= Beginning of Section =

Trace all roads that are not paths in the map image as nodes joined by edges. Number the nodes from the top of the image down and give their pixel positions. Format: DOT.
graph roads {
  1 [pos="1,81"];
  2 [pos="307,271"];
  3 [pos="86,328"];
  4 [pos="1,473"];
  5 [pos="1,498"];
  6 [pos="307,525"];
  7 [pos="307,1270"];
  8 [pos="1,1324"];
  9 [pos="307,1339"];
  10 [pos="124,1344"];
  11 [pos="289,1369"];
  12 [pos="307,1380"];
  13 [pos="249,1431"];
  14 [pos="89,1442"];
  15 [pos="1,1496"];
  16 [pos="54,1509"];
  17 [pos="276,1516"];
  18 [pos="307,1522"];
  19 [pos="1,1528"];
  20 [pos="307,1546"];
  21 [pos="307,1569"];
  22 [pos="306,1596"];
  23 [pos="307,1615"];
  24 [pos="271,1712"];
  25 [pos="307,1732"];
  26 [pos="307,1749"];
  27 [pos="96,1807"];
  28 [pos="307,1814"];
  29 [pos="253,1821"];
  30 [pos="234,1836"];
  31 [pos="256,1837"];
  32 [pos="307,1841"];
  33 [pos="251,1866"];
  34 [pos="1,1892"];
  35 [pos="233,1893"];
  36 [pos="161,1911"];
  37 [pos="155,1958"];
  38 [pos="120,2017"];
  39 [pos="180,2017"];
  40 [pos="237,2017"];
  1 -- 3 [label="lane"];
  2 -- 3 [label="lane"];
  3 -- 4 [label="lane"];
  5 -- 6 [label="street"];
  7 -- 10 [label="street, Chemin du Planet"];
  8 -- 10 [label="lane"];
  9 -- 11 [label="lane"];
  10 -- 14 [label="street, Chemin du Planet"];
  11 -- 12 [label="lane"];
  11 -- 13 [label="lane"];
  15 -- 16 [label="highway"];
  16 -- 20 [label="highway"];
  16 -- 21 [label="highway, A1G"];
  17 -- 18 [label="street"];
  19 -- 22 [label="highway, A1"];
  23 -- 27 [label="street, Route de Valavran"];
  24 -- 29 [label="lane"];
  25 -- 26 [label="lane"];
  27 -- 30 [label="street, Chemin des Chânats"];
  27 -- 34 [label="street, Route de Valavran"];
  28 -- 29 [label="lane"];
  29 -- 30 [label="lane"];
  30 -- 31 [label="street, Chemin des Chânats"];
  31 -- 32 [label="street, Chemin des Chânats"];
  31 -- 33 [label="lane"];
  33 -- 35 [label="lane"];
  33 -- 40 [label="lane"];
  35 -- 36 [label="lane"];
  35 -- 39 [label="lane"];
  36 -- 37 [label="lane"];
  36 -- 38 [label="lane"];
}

= End of Section =

• EXERCISE:
Lines holding the string "street": find them in the listing above and copy each one.

• FINISHED TASK:
  5 -- 6 [label="street"];
  7 -- 10 [label="street, Chemin du Planet"];
  10 -- 14 [label="street, Chemin du Planet"];
  17 -- 18 [label="street"];
  23 -- 27 [label="street, Route de Valavran"];
  27 -- 30 [label="street, Chemin des Chânats"];
  27 -- 34 [label="street, Route de Valavran"];
  30 -- 31 [label="street, Chemin des Chânats"];
  31 -- 32 [label="street, Chemin des Chânats"];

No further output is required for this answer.